----- SUPPLIED DATA -----

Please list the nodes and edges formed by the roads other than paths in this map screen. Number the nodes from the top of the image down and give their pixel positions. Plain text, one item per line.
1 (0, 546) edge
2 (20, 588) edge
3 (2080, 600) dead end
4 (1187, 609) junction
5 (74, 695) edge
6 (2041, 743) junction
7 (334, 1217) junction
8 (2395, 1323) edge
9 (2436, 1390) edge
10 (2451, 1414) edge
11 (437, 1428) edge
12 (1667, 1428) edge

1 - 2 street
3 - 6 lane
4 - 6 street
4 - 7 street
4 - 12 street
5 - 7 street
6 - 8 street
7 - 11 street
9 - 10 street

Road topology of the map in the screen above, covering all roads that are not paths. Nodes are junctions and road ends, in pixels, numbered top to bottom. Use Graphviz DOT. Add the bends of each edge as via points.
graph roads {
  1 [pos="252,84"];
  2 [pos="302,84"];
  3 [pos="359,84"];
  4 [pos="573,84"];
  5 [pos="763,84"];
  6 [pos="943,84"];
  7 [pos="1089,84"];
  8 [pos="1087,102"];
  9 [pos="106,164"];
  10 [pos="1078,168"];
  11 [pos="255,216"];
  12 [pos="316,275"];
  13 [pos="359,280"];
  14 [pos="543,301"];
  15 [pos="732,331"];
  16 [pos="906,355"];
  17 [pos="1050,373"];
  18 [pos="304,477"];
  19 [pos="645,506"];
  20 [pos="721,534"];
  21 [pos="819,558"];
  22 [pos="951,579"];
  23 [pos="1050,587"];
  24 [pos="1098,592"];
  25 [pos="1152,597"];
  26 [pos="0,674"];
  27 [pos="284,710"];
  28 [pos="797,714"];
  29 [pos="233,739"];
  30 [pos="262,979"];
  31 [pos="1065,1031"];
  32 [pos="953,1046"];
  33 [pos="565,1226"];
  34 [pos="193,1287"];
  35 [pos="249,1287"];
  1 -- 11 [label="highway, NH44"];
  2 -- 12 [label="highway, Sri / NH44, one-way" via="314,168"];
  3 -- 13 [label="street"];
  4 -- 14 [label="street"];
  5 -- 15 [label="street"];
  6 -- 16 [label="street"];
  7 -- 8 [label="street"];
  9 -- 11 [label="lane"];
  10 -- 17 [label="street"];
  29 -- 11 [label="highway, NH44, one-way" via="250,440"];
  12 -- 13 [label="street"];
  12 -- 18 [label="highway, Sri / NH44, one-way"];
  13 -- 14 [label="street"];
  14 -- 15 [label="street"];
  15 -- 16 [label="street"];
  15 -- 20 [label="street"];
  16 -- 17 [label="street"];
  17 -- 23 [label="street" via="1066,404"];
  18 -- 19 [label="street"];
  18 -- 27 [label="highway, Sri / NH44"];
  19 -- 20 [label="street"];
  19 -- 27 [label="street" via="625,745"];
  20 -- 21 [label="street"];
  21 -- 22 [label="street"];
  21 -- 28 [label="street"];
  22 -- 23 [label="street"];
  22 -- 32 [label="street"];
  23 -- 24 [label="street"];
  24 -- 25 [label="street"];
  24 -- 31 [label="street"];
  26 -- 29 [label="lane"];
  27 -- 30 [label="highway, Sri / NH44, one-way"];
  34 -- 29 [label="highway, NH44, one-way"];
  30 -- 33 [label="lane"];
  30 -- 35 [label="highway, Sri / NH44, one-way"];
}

-----

- **PROBLEM STATEMENT**:
Lines above with "highway" in them are the ones to copy.

- **COMPLETED EXERCISE**:
  1 -- 11 [label="highway, NH44"];
  2 -- 12 [label="highway, Sri / NH44, one-way" via="314,168"];
  29 -- 11 [label="highway, NH44, one-way" via="250,440"];
  12 -- 18 [label="highway, Sri / NH44, one-way"];
  18 -- 27 [label="highway, Sri / NH44"];
  27 -- 30 [label="highway, Sri / NH44, one-way"];
  34 -- 29 [label="highway, NH44, one-way"];
  30 -- 35 [label="highway, Sri / NH44, one-way"];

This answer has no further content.